多分初めて読むイタリアミステリー。 住民のほぼ全員が誰かしらと親戚関係にあるというアルプス山麓にある小さな町アオスタ。 そのスキー場でコース整備中に起きた、圧雪車による轢死事件。だが事故ではなく殺人だと分かり…。 ローマでの不祥事からアオスタへ左遷された副警察長のロッコが主人...

多分初めて読むイタリアミステリー。 住民のほぼ全員が誰かしらと親戚関係にあるというアルプス山麓にある小さな町アオスタ。 そのスキー場でコース整備中に起きた、圧雪車による轢死事件。

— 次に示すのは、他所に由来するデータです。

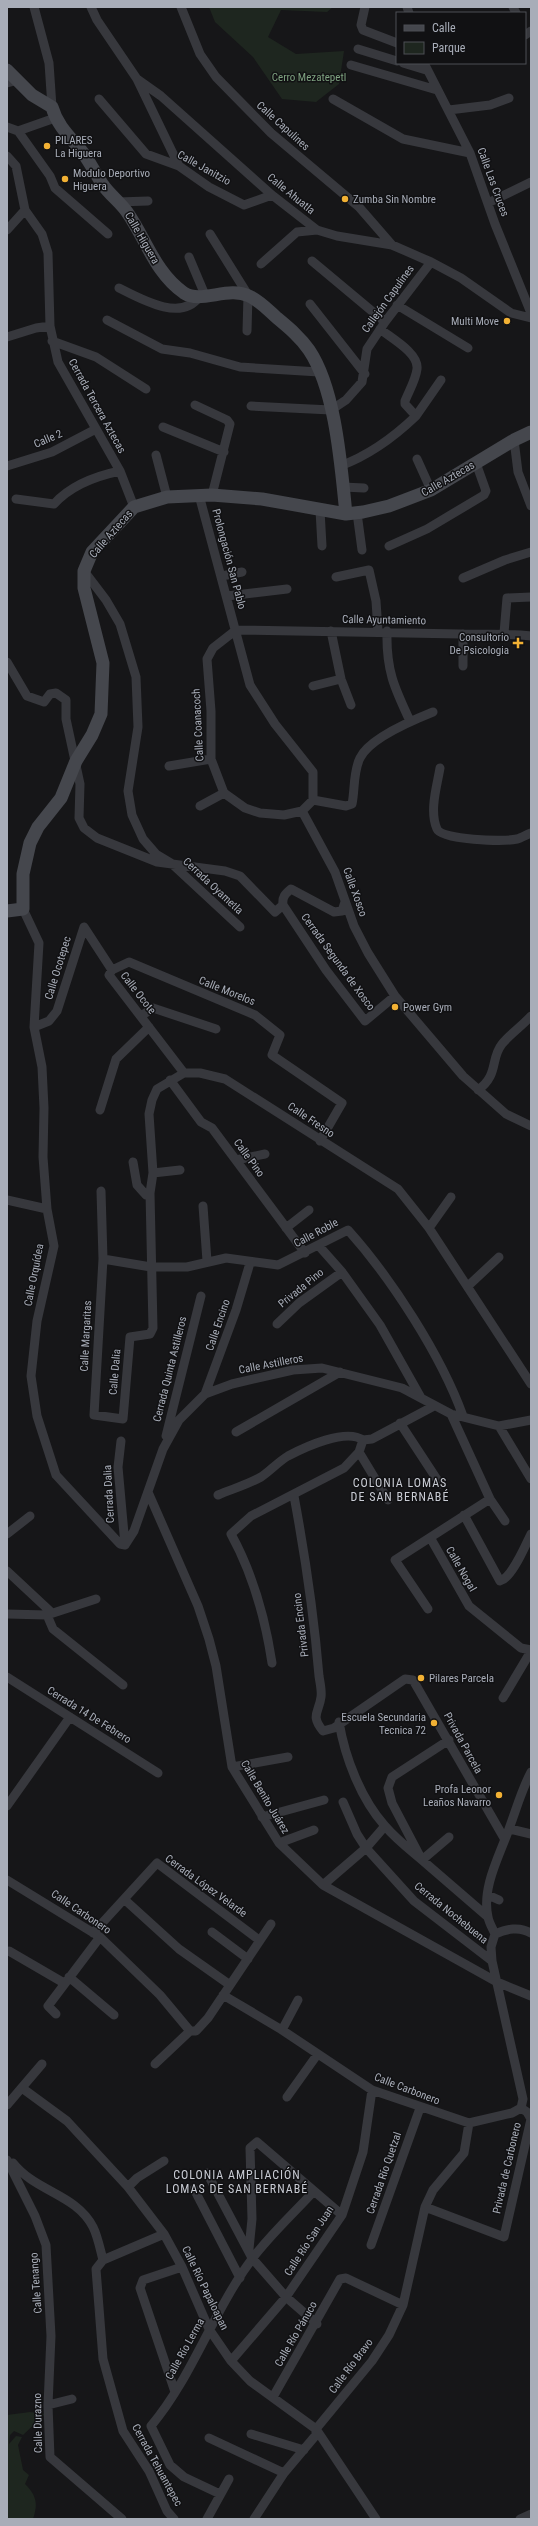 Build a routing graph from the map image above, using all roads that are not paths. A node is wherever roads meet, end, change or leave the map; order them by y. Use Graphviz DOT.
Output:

だが事故ではなく殺人だと分かり…。 ローマでの不祥事からアオスタへ左遷された副警察長のロッコが主人公であり探偵役なのだが、なかなかの強烈キャラクターだった。 女性を見たら値踏みしアオスタに来て4ヶ月だというのにもう愛人を拵え、始終周囲に皮肉や文句を言い、部下たちや事件関係者たちにも有無を言わせぬ高圧的な物言いをする。 時には平手打ちや法を犯すことも厭わない。 2013年に本国で刊行されたらしいが、日本よりも権利に厳しいイタリアでこんなことやって大丈夫なのかとハラハラする。 はみ出し刑事物はいくつか読んだが、このロッコの思考回路は独特で終盤まで付いていけなかった。 何しろ朝から職場でマリファナタバコは吸うし、悪友と組んで盗難品の積み荷を奪って荒稼ぎしてるし、一体ローマで何をしてきたのかと呆れる。 部下たちも田舎のおおらかさなのか純朴さなのかは分からないが、ロッコの強烈な嫌味も通じず意地悪な指示も素直に聞いている。唯一ロッコが使えると思っているイタロだが、上手いことロッコに転がされた振りして付き合っているのかと思ったらロッコの裏の副業へのお誘いに乗ってるし。 イタリアの警察官の意識ってこの程度なのか?とガッカリする。 しかし豪雪地帯にも頑なにスノーシューズを履かないで凍傷になりかけたりして奇妙な人間味もあるし、捜査手法に一部問題はあるものの方向性としては基本に忠実で着実でもある。 住民ほぼ全員が何らかの親戚関係という小さなコミュニティが舞台ということで、横溝先生チックな排他的な空気があるのかと思いきやスキー客や観光客相手の商売をしている町だからかフレンドリーで、捜査はやりやすい。それ以上にロッコがグイグイ踏み込んでいるせいもあるが。 ミステリーとしてはいわゆる意外な犯人というタイプで、そこに至る過程も謎解きをするロッコも楽しめた。しかし誰もが親戚関係とは言え、隠そうと思えば出来るものだとも思った。 そして意外なことに、こんなに腹に真っ黒いものを抱えたロッコがきちんと自分の黒い部分と向き合っているということが分かりハッとする。 自分のことは棚にあげて人の罪を糾弾するというのなら何だかなと思うが、最後に犯人に言い放つロッコの言葉でロッコというキャラクターに救いを感じた。 訳者さんのあとがきによると本国ではシリーズ作品が九作も出ているらしい。 なるほど、妻マリーナとの意味深なシーン含めロッコの過去が今後明らかになるのだろう。 しかし日本語版が今後も出たとして追いかけるかは微妙。何しろロッコの悪態、罵詈雑言、強烈なブラックジョークに付き合うのは疲れる。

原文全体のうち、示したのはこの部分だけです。